- [The problem]
While reading through the material below, copy each line that holds the word "other".

[Entries shown — start]

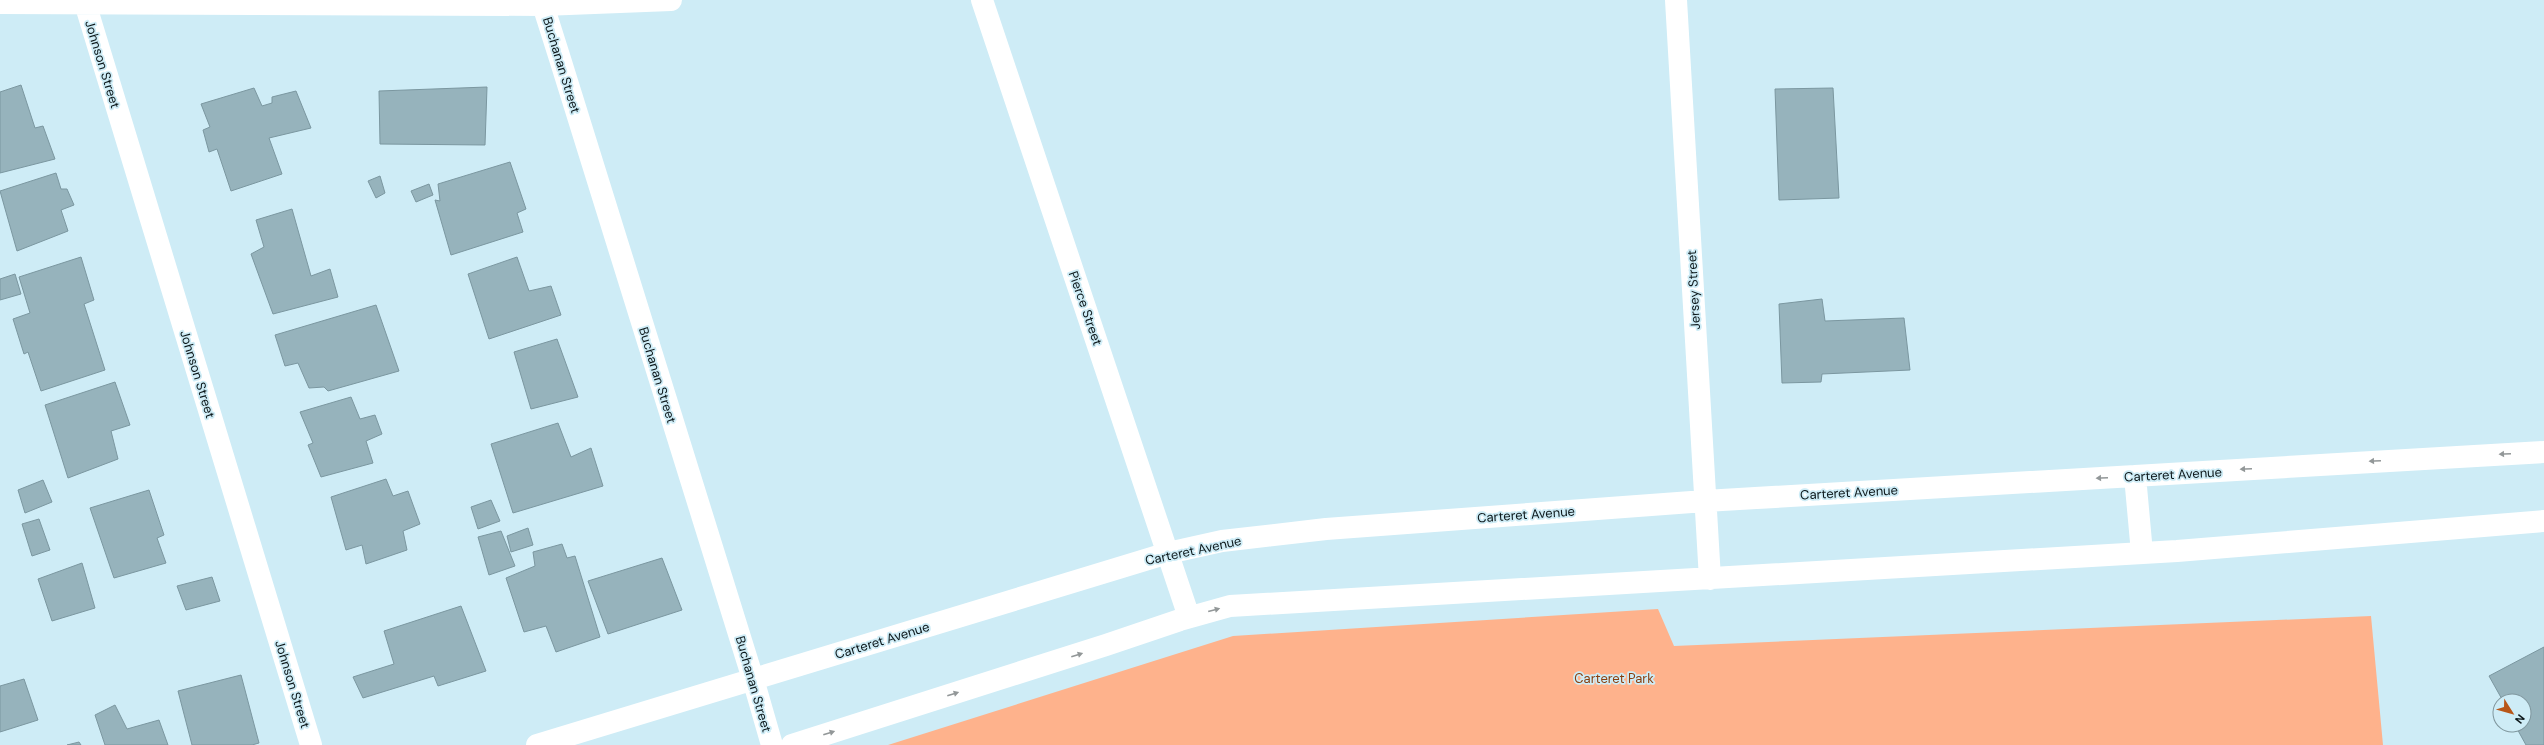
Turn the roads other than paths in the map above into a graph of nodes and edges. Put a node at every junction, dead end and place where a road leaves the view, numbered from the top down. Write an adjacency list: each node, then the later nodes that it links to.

[Entries shown — finish]
[Entries shown — start]

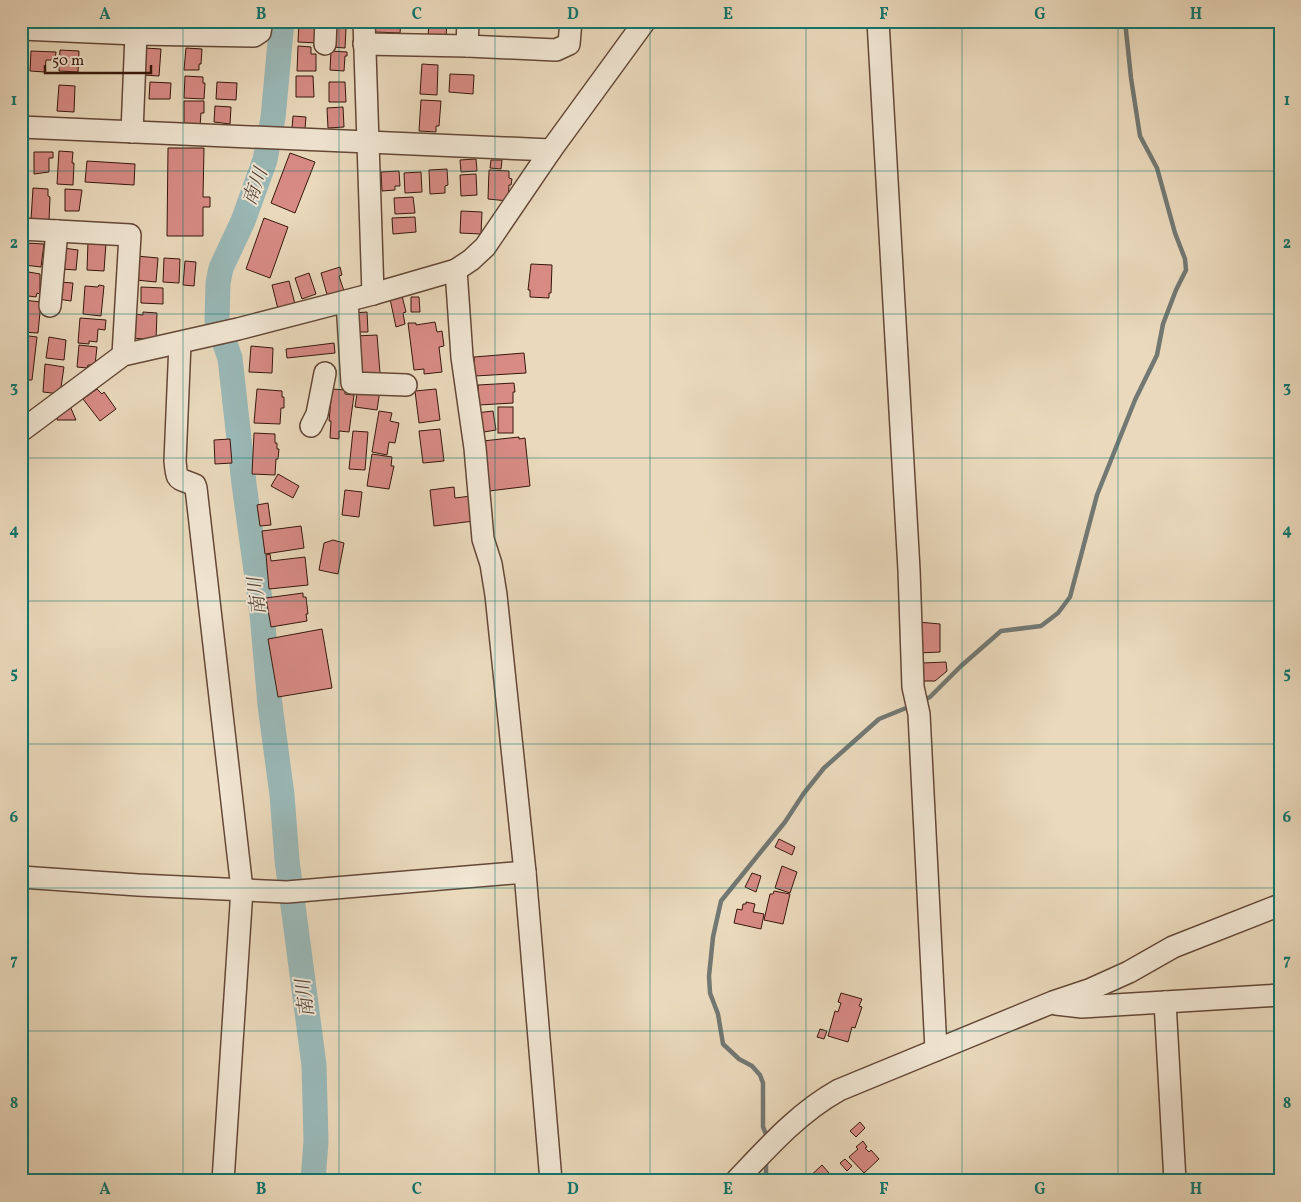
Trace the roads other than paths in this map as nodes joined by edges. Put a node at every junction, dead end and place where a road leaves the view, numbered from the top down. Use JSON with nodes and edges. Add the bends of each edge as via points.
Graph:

[Entries shown — finish]

- [Solution to the exercise]
Turn the roads other than paths in the map above into a graph of nodes and edges. Put a node at every junction, dead end and place where a road leaves the view, numbered from the top down. Write an adjacency list: each node, then the later nodes that it links to.
Trace the roads other than paths in this map as nodes joined by edges. Put a node at every junction, dead end and place where a road leaves the view, numbered from the top down. Use JSON with nodes and edges. Add the bends of each edge as via points.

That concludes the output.